In 2019, the court ordered Canada to pay the maximum penalty under the Canadian Human Rights Act: $40,000 for each First Nations child and caregiver denied essential services – under a policy known as the Jordan Principles – such as the Buffalo family.

It also requires the government to pay $40,000 for each child affected by the reserve foster care system and their parents or grandparents, as long as the children are not in care because of abuse.

Instead of paying reparations the way the orders were communicated, the government negotiated an agreement with the Council of First Nations, sue Ottawa for $10 billion in restitution for a group of children and families not covered by a court order.

The settlement they finalized in July is the largest in Canadian history.
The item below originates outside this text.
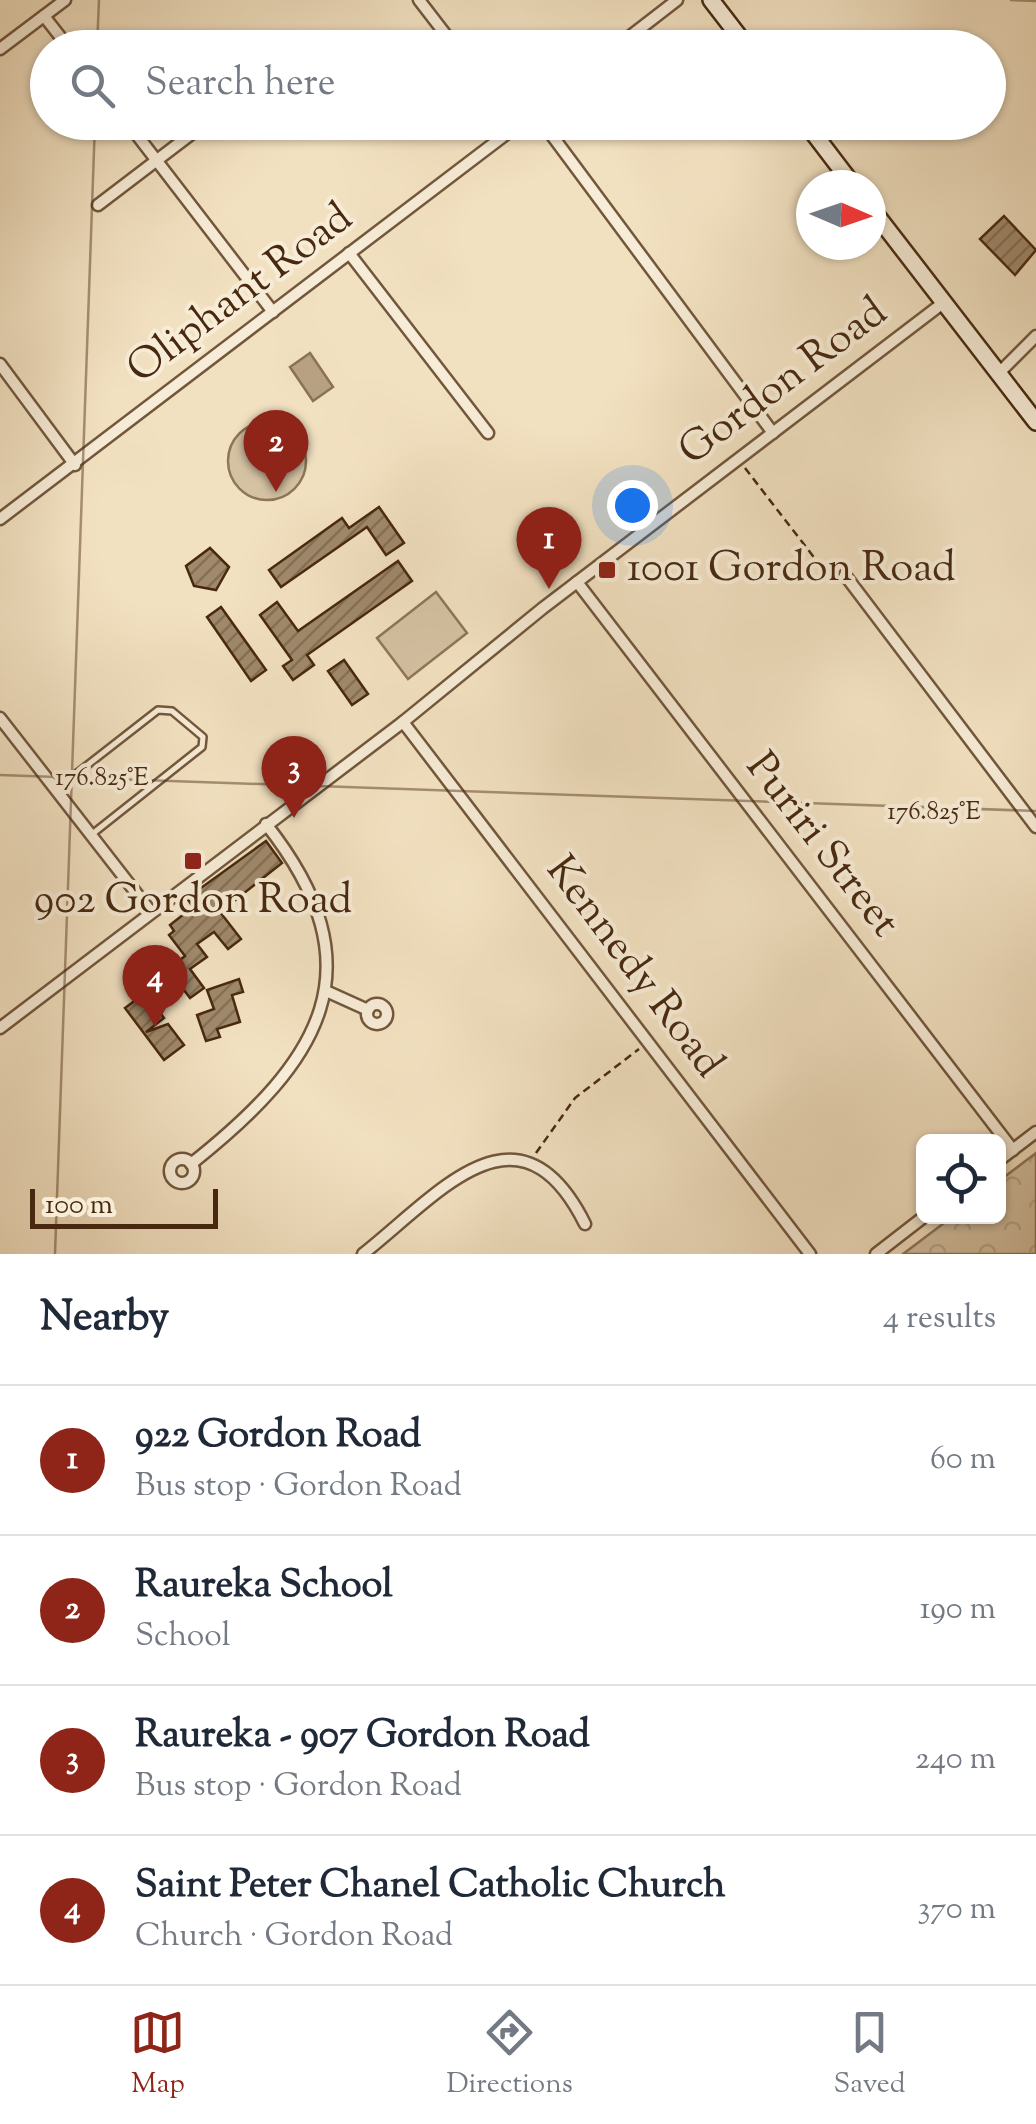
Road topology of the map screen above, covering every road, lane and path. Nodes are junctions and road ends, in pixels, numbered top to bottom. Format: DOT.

It covers children and families who suffered discrimination from 1991 onward – 15 years longer than the court order.

“We were able to take a right decision and expand it,” Stuart Wuttke, general counsel of the Council of First Nations, said during Thursday’s hearing.
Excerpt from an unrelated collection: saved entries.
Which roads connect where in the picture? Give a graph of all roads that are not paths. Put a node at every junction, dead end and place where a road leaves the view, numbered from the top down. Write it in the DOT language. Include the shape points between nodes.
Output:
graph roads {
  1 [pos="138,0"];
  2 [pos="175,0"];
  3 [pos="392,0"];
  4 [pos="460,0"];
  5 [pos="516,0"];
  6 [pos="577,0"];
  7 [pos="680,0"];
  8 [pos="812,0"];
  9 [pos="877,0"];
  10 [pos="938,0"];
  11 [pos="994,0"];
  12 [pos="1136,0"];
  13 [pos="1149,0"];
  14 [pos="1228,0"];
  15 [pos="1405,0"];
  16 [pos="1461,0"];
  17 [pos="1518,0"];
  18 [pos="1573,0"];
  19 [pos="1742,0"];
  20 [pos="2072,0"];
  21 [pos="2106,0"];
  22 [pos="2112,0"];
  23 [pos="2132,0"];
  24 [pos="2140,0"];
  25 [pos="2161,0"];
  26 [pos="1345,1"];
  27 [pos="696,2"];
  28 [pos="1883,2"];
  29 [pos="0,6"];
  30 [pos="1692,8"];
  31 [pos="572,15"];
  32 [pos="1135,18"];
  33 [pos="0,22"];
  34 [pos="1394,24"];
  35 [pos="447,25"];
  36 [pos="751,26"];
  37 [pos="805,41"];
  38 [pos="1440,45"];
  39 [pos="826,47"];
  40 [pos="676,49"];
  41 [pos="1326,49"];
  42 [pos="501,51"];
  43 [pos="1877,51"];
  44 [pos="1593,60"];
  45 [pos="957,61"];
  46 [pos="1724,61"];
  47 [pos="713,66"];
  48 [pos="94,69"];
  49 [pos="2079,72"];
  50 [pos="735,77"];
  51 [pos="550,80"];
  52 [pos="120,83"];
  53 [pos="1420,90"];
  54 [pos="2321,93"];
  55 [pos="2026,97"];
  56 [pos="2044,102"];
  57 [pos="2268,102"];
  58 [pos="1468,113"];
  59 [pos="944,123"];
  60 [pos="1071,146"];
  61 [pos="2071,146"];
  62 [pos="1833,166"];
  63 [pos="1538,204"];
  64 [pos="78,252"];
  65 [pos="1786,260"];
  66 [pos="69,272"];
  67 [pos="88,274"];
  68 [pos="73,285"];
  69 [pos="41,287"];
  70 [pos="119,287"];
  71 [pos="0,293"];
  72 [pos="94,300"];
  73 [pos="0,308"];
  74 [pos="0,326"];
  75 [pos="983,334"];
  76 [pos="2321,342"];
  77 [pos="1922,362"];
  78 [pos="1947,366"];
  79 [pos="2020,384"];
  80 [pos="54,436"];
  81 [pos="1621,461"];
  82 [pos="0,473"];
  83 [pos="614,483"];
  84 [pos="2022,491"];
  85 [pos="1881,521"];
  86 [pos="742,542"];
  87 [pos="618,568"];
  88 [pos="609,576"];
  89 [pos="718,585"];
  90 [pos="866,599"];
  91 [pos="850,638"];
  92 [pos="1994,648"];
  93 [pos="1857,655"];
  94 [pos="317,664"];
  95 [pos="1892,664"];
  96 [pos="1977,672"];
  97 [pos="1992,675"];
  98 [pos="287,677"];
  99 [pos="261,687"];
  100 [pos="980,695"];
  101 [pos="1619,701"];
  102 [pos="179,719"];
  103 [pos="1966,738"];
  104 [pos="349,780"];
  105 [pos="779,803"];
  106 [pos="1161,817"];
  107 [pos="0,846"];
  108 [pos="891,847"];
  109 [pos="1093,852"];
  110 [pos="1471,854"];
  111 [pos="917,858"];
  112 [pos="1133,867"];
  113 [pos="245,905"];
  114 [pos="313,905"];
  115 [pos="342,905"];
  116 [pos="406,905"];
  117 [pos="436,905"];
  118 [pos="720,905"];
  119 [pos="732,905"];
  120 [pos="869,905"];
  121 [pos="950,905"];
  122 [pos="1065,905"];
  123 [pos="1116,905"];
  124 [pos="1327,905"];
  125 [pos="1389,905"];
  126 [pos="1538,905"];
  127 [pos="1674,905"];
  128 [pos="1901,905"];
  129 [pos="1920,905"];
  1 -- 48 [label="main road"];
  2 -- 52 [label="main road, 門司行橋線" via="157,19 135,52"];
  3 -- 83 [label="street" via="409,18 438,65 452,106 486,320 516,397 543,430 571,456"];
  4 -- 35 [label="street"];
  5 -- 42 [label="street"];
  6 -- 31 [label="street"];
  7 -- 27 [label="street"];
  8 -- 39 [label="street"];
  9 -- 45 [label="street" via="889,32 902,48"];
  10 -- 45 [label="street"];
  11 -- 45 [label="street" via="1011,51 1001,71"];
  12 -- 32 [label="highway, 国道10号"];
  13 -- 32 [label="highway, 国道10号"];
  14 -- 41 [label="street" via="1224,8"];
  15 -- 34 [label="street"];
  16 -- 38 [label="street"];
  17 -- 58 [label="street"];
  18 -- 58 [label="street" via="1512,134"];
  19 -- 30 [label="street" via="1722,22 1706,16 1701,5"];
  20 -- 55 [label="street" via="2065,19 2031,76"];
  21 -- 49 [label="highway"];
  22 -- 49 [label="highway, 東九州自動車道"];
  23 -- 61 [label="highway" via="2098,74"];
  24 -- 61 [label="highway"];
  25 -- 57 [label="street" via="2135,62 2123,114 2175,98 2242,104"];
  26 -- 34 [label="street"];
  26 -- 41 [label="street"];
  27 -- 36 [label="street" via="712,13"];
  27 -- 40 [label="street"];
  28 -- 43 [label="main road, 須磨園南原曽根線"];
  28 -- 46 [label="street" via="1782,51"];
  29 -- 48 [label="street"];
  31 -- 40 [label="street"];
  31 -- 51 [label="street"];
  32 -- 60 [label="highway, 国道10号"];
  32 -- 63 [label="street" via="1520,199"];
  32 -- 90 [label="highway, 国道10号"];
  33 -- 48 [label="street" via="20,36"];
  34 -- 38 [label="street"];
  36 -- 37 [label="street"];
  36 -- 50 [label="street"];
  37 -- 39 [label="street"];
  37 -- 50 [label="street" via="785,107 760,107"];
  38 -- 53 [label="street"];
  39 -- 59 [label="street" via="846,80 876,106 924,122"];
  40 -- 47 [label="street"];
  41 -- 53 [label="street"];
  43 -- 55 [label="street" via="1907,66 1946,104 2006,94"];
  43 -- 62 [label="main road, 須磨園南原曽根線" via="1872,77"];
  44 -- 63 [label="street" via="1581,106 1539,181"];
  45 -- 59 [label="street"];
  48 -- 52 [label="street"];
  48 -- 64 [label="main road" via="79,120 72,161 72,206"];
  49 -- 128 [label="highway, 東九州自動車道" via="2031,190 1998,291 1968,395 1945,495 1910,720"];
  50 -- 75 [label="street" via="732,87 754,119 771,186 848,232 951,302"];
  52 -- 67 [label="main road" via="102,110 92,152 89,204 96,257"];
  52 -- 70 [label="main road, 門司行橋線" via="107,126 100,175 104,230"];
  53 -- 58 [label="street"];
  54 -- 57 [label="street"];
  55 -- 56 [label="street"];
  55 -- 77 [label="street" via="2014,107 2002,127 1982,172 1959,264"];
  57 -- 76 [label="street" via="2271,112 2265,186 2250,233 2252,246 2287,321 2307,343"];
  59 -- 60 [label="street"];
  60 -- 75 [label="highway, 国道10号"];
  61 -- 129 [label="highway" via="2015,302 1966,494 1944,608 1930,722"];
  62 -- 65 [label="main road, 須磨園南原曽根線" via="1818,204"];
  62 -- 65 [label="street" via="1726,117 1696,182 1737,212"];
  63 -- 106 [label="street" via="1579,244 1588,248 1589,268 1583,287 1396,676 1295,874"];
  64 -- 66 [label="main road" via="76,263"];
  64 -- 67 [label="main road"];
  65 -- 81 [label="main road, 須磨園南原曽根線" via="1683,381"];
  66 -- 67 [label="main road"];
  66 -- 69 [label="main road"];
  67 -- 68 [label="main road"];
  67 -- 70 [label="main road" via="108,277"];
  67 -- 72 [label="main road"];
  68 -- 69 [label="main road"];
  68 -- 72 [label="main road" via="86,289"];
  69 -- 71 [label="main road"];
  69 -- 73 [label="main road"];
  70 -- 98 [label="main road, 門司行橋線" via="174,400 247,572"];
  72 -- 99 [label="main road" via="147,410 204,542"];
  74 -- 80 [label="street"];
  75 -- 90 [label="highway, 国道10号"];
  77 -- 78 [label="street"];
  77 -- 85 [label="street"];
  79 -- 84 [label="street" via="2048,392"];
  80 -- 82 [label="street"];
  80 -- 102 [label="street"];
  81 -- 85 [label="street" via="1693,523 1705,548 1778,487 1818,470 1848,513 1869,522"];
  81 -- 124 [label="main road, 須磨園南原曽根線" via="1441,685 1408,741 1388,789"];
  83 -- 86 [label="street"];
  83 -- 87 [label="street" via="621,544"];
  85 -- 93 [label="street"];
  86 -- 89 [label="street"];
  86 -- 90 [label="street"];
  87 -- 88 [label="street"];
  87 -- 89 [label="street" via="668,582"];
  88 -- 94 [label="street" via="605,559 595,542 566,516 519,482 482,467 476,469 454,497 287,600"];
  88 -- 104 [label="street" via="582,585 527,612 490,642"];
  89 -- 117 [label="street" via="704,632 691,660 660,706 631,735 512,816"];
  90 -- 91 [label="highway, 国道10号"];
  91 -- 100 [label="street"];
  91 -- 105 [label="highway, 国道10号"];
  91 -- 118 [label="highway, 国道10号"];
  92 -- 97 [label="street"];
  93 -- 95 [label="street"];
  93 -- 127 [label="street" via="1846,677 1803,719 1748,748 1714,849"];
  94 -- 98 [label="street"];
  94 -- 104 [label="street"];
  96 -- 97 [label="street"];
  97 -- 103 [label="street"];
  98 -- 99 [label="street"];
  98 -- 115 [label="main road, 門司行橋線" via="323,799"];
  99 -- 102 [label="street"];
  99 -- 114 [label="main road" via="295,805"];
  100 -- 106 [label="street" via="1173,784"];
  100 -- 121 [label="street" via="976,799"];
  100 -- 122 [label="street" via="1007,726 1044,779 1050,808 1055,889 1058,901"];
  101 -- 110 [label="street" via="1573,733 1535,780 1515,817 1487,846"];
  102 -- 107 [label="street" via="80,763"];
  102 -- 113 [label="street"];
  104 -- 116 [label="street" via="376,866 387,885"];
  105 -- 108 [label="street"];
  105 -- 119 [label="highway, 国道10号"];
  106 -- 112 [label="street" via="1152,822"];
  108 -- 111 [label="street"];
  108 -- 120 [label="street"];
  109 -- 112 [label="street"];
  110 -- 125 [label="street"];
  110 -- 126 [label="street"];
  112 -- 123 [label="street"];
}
“A large number of children will get more and more compensation than this court ordered.”

Worry compensation pack will be too thin

But the First Nations Child and Family Care Association argued that the agreement diluted the court’s human rights ruling.

“There has to be another way,” Sarah Clarke, an attorney representing the Caring Association, said during Friday’s hearing.

“We can’t go this far and recognize the right of so many people just to have an outside process decide how this ends.”

The Care Association and AFN filed a human rights complaint against Ottawa in 2007 for underfunding its backup child welfare system.

In a statement to CBC News, Minister for Indigenous and Indigenous Affairs Marc Miller, and Indigenous Services Minister Patty Hajdu said they remain committed to ensuring children and families are compensated in a fair manner. justice for past harm. (Justin Tang / Canadian Press)

In 2016, Court finds Ottawa discriminates against children of first countries and said Canada’s action resulted in “the highest level of injury and harm” and issued a claim order in 2019.

The settlement guarantees at least $40,000 for each child on the First Nations reserve who is forced out of their homes, depending on the severity of the harm they’ve experienced. via.

But it can’t make the same promise to other families, like the Buffalos, who might get less.

“The $20 billion figure seems like a lot,” Buffalo said. “But it’s really not because the class is so crowded.”

Seeking an apology from the prime minister

Along with more compensation, Buffalo said she wants the Prime Minister to apologize for all the loss her family and others have suffered.

“I want the prime minister to look Noah in the eye and say to him, ‘I’m sorry,'” Buffalo said.

“No one has ever apologized to us.”

A memorial is on display on Parliament Hill, as ceremonies take place for National Day for Truth and Reconciliation in Ottawa on September 30, 2021. (Sean Kilpatrick / Canadian Press)

Indigenous Services Minister Patty Hajdu and Thailand’s Indigenous Relations Minister Marc Miller declined interviews with CBC News.

But in a statement, it said the compensation structure was designed by Indigenous partners and “reflects their experience with other compensation schemes.”

“We remain committed to ensuring children and families are fairly compensated for past harm,” the statement said.

Buffalo said she is not backing down and will continue to fight for her son, who she calls joy in her family’s life.

“Noah is worth everything,” Buffalo said.

“We just feel really lucky that he chose us as parents and I just hope we’re good enough for him because he’s so special.”